As your browser navigates from page to page, servers are informed of the URL from where you’ve come from using the Referer HTTP header1; the document.referrer DOM property reveals the same information to JavaScript.

Similarly, as the browser downloads the resources (images, styles, JavaScript) within webpages, the Referer header on the request allows the resource’s server to determine which page is requesting the resource.

The Referrer is omitted in some cases, including:

  • When the user navigates via some mechanism other than a link in the page (e.g. choosing a bookmark or using the address box)
  • When navigating from HTTPS pages to HTTP pages
  • When navigating from a resource served by a protocol other than HTTP(S)
  • When the page opts-out (details in a moment)

Usefulness

The Referrer mechanism can be very useful, because it helps a site owner understand from where their traffic is originating. For instance, WordPress automatically generates this dashboard which shows me where my blog gets its visitors:

BlogStats

I can see not only which Search Engines send me the most users, but also which specific posts on Reddit are driving traffic my way.

Privacy Implications

Unfortunately, this default behavior has a significant impact on privacy, because it can potentially leak private and important information.

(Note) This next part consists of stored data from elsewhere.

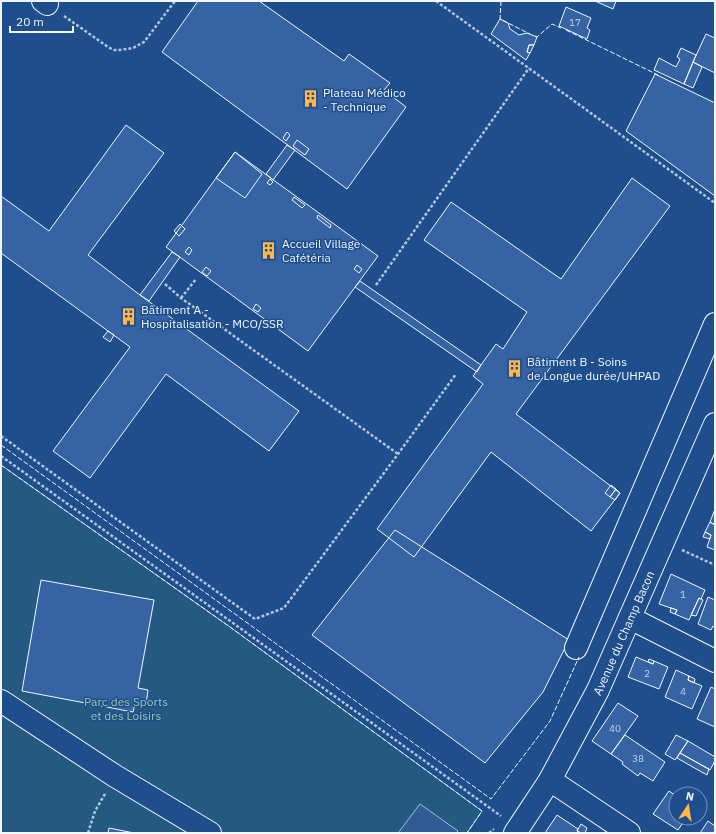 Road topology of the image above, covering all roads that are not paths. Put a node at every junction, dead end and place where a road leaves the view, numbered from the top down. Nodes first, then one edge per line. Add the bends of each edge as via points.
1 (715, 324) edge
2 (715, 424) edge
3 (630, 618) junction
4 (576, 648) dead end
5 (715, 661) edge
6 (1, 701) edge
7 (550, 780) junction
8 (511, 826) edge
9 (210, 833) edge
10 (629, 833) edge

1 - 4 street
2 - 3 street, Avenue du Champ Bacon
3 - 5 street
3 - 7 street, Avenue du Champ Bacon via 598,690
6 - 9 street via 115,776
7 - 8 street, Avenue du Champ Bacon
7 - 10 street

Imagine, for example, that you’re reviewing a document your mergers and acquisitions department has authored, with the URL https://contoso.com/​Q4/PotentialAcquisitionTargetsUpTo5M.docx. Within that document, there might have a link to https://fabrikam.com​/financialdisclosures.htm. If you were to click that link, the navigation request to Fabrikam’s server will contain the full URL of the document that led you there, potentially revealing information that your firm would’ve preferred to keep quiet.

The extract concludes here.